**To do**
Gather each line containing the string "numbered" from these entries.

**Extracted entries**
..........
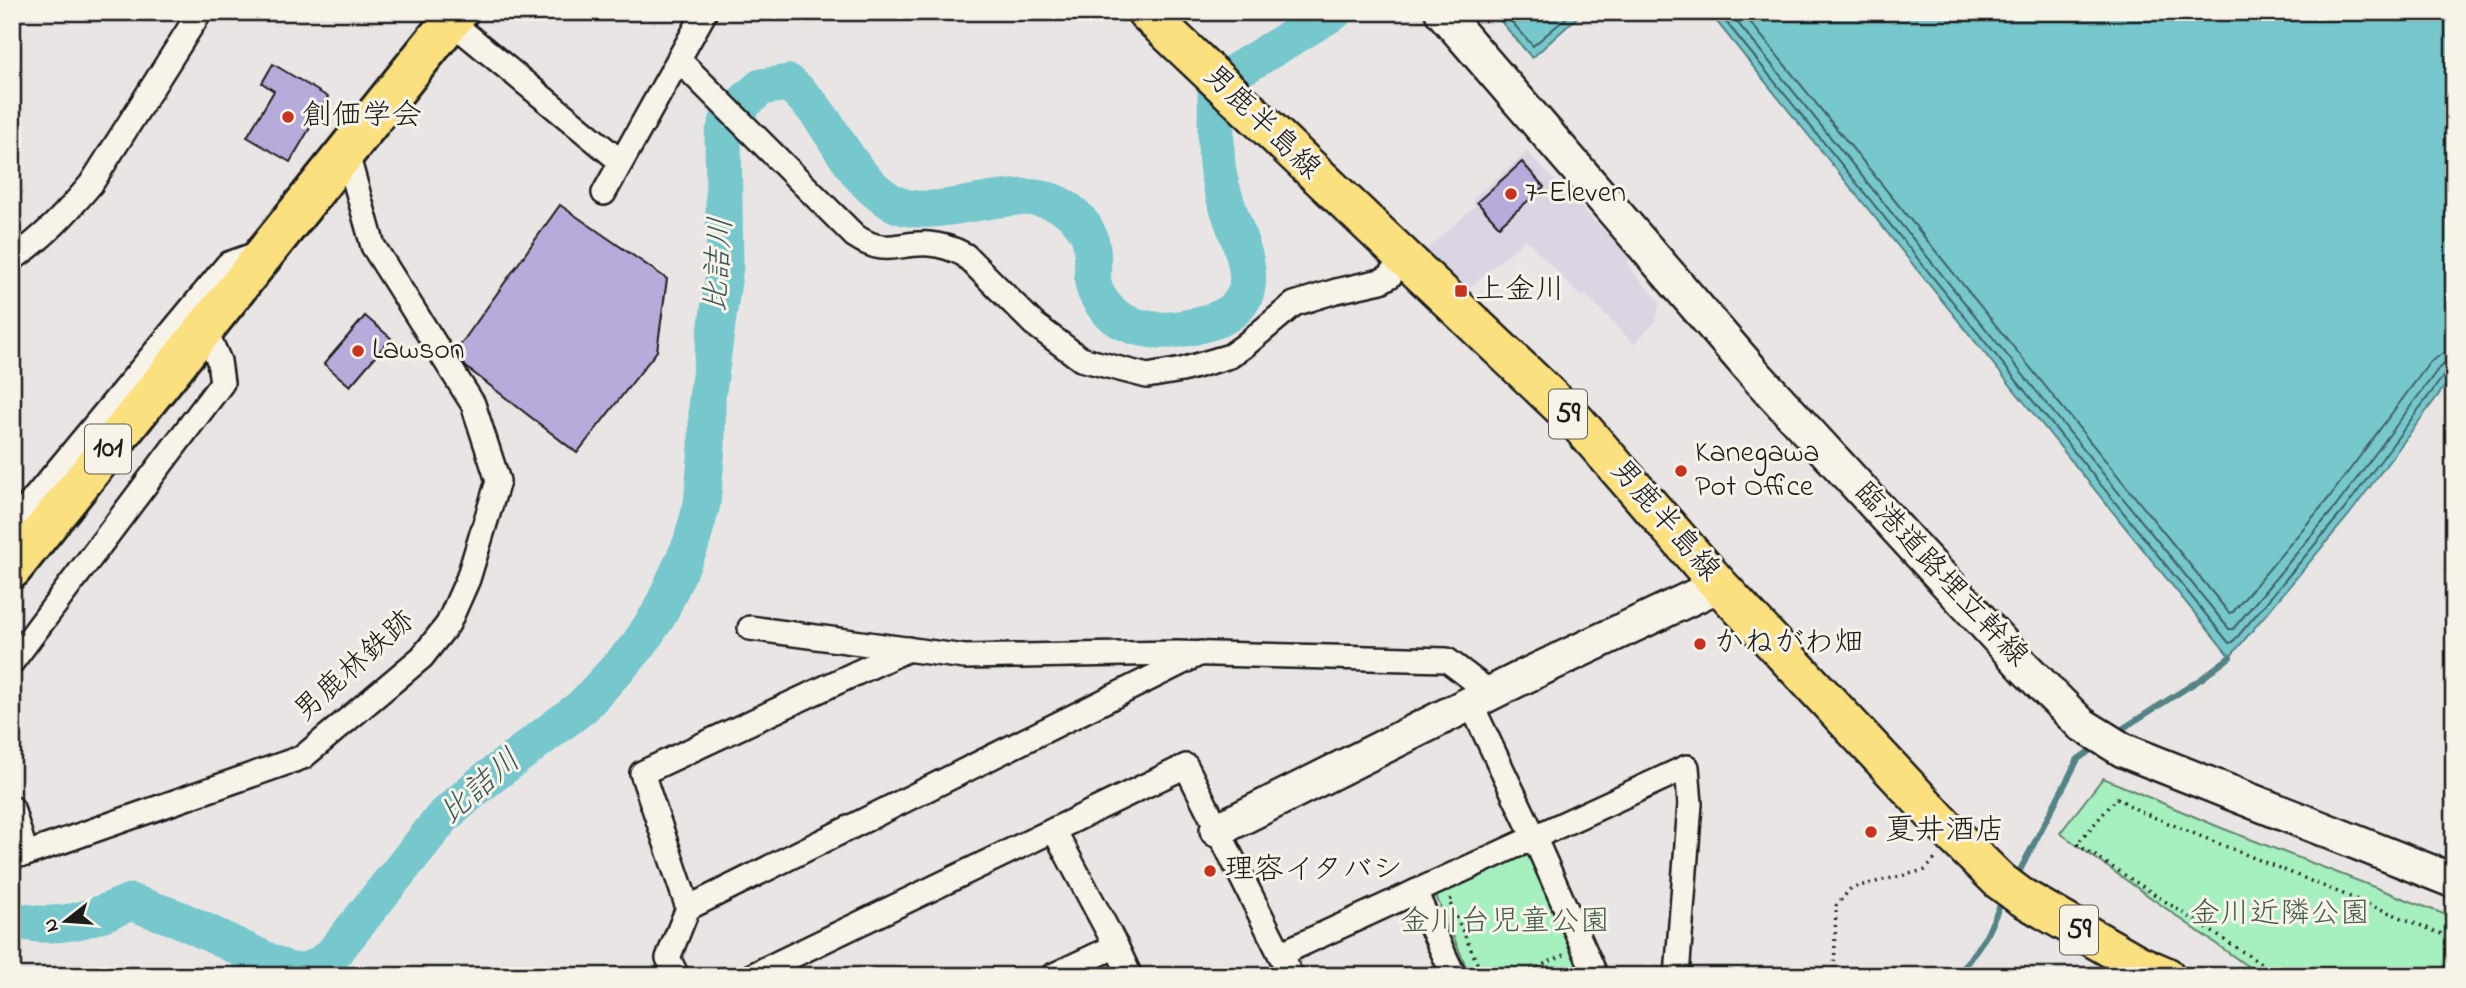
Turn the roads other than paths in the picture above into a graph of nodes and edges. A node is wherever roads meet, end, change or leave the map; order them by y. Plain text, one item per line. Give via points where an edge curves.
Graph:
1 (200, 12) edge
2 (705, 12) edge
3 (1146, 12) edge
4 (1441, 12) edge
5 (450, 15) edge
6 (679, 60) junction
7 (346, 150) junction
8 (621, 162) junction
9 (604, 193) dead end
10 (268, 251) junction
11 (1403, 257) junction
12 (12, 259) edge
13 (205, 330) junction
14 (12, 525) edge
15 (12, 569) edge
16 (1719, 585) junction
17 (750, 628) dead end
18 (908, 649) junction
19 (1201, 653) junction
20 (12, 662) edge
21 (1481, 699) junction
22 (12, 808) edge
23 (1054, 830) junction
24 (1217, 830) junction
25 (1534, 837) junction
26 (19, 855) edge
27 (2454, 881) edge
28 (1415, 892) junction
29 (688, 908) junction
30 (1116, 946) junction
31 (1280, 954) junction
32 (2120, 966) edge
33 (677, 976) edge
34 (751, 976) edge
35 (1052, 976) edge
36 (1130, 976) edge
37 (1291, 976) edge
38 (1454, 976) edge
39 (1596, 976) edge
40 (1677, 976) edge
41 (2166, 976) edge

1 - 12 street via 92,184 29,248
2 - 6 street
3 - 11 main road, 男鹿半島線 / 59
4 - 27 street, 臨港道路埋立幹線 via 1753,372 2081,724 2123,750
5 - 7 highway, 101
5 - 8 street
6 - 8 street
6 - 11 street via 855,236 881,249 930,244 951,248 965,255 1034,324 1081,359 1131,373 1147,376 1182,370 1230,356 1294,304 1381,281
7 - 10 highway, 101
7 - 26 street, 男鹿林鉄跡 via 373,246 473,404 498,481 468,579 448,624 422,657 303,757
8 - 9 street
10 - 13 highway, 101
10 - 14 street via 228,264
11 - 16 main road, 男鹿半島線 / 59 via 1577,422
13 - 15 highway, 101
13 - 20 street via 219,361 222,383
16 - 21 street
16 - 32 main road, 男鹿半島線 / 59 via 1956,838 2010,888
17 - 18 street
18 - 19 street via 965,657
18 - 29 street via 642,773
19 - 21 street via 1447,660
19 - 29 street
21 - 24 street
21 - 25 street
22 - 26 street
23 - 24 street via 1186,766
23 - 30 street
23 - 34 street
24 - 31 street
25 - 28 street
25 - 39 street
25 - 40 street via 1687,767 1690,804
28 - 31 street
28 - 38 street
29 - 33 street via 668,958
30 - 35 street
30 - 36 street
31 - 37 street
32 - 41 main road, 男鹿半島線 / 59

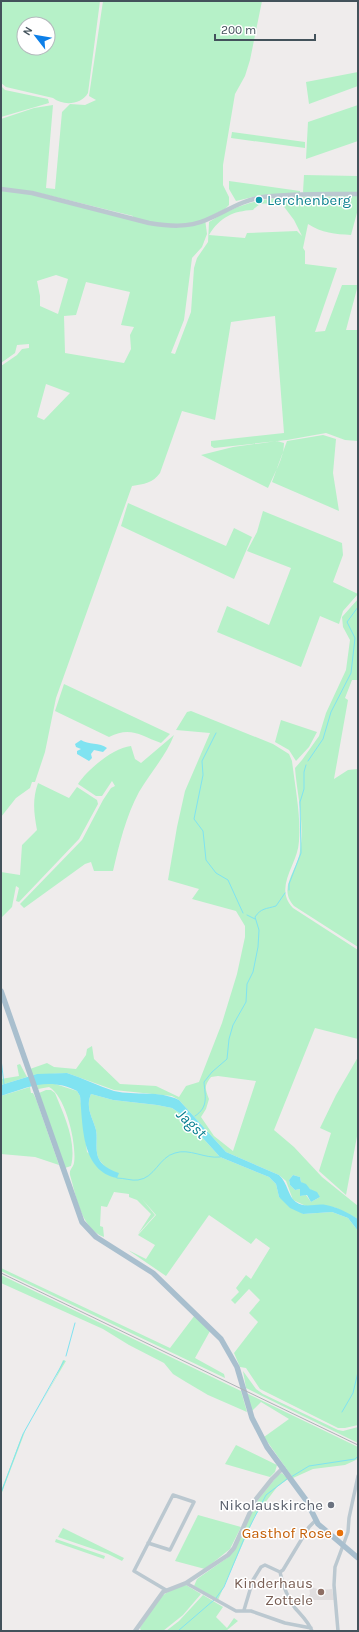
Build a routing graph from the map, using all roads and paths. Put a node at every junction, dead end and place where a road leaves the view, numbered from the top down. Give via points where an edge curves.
..........
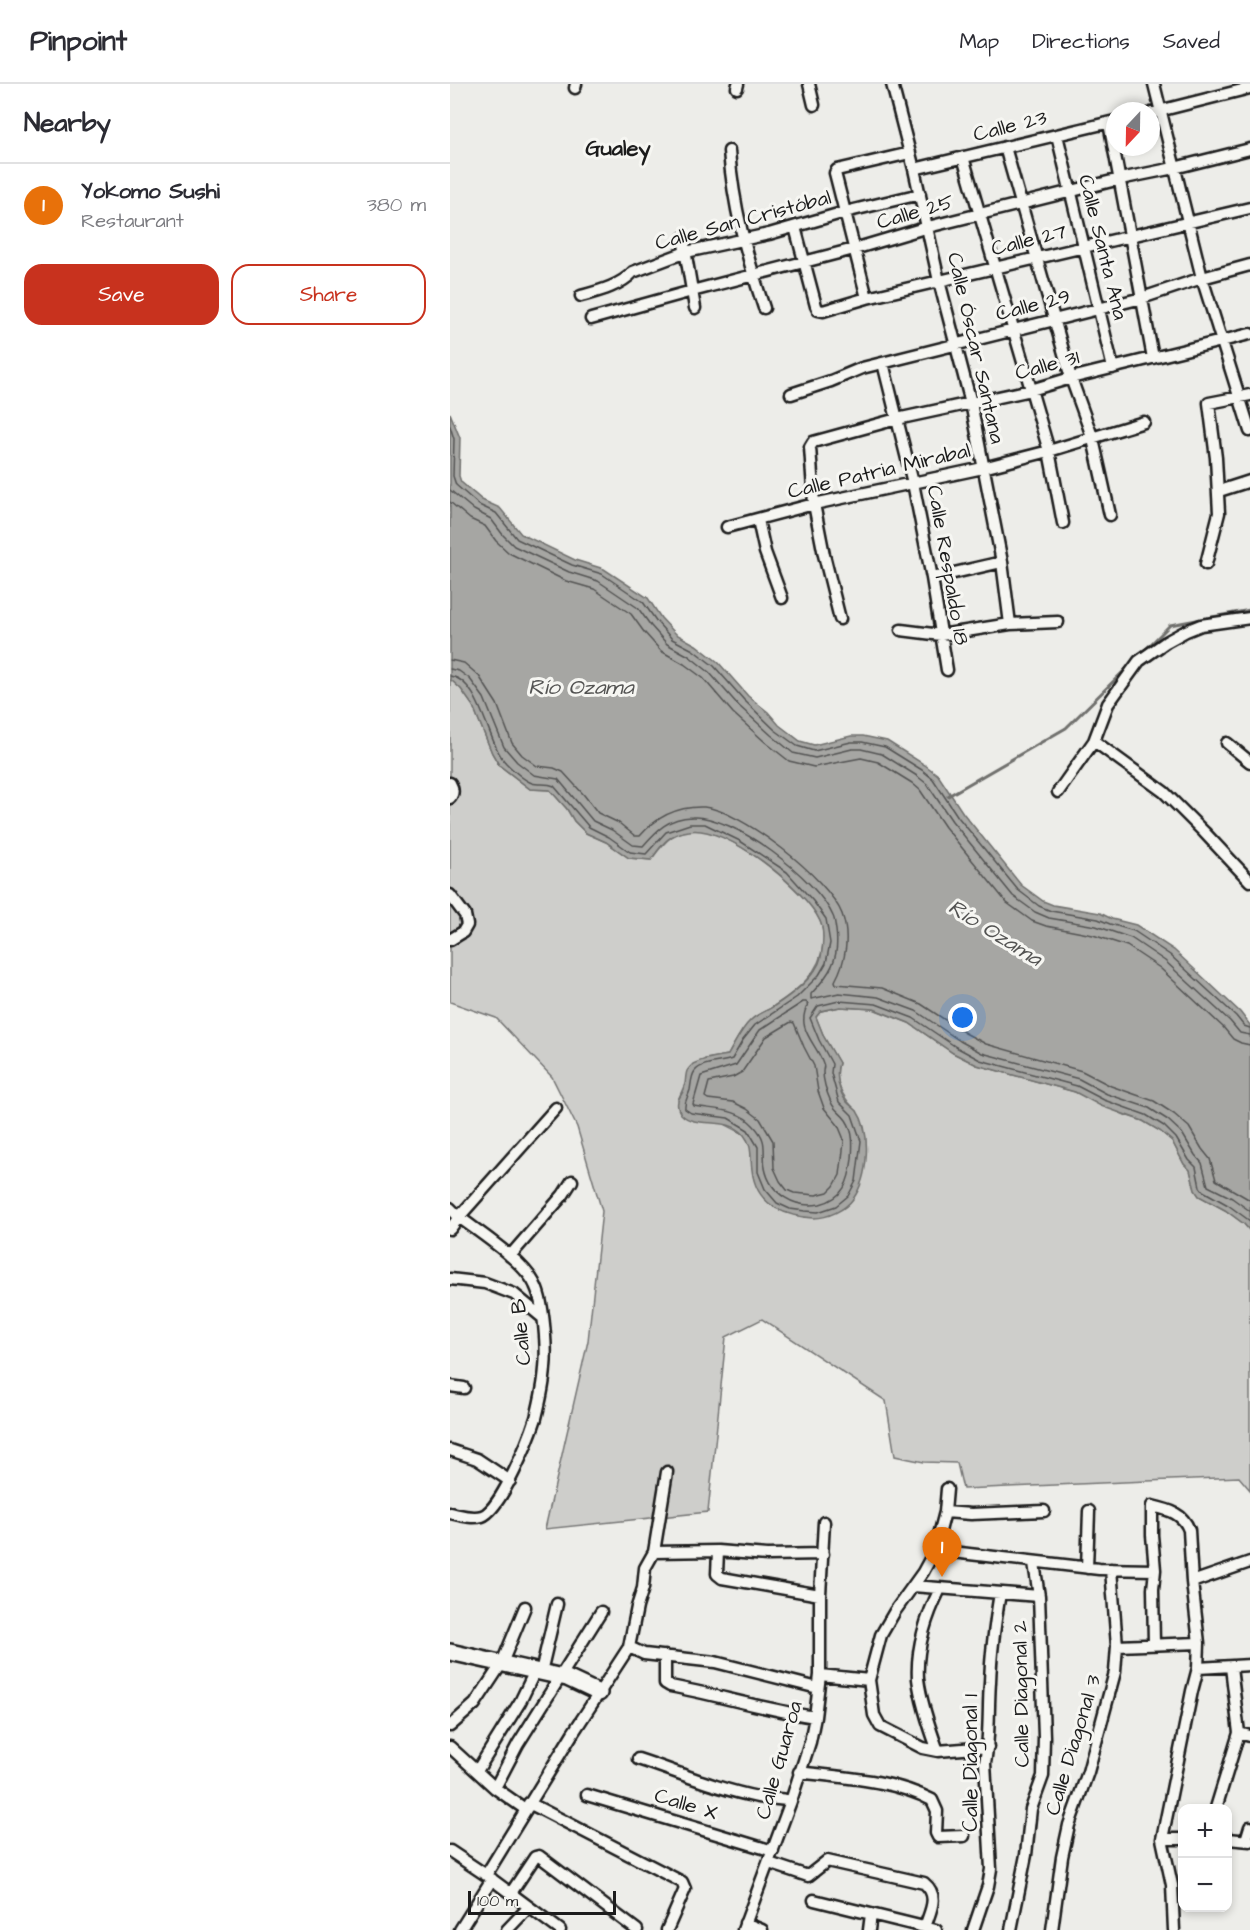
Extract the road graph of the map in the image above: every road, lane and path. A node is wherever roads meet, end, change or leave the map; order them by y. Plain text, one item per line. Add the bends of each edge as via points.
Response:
..........
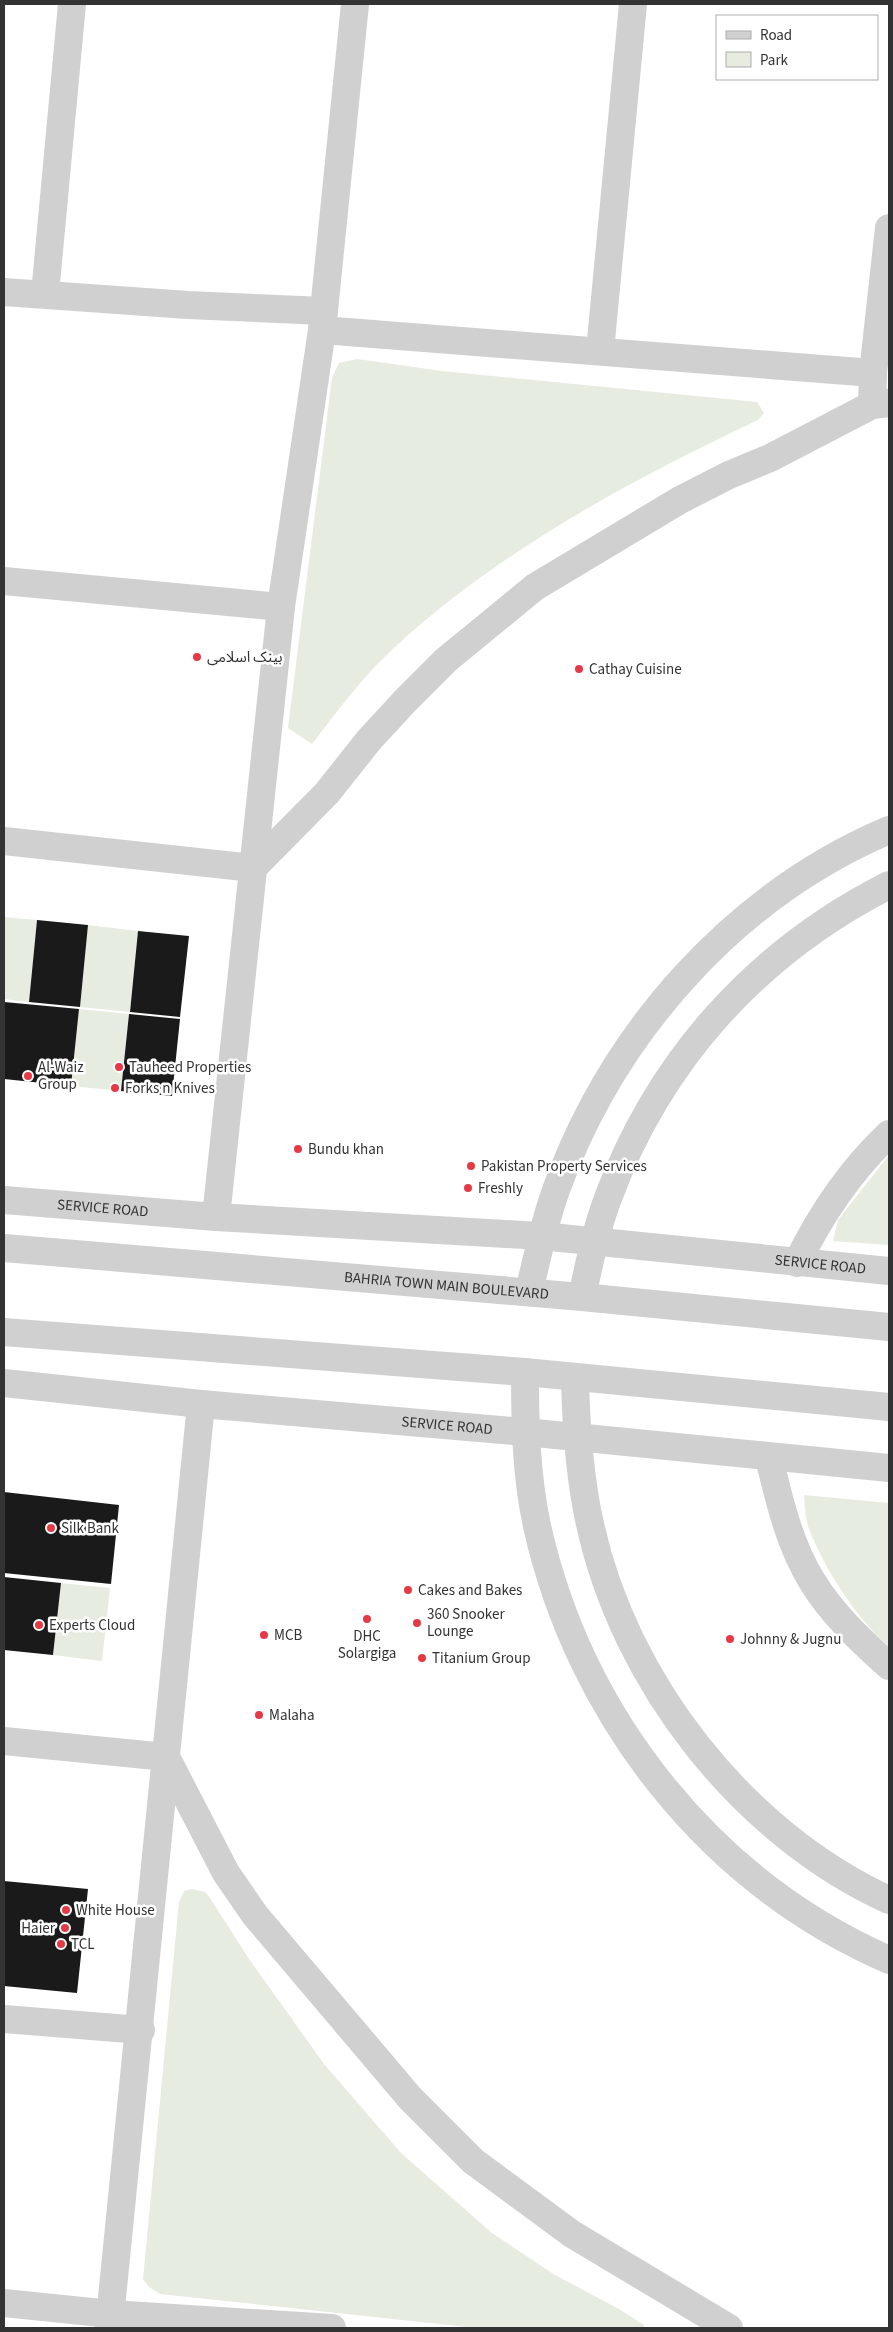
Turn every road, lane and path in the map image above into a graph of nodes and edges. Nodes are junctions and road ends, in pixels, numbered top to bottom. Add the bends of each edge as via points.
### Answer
..........
**Result**
Build a routing graph from the map, using all roads and paths. Put a node at every junction, dead end and place where a road leaves the view, numbered from the top down. Give via points where an edge curves.
Turn every road, lane and path in the map image above into a graph of nodes and edges. Nodes are junctions and road ends, in pixels, numbered top to bottom. Add the bends of each edge as via points.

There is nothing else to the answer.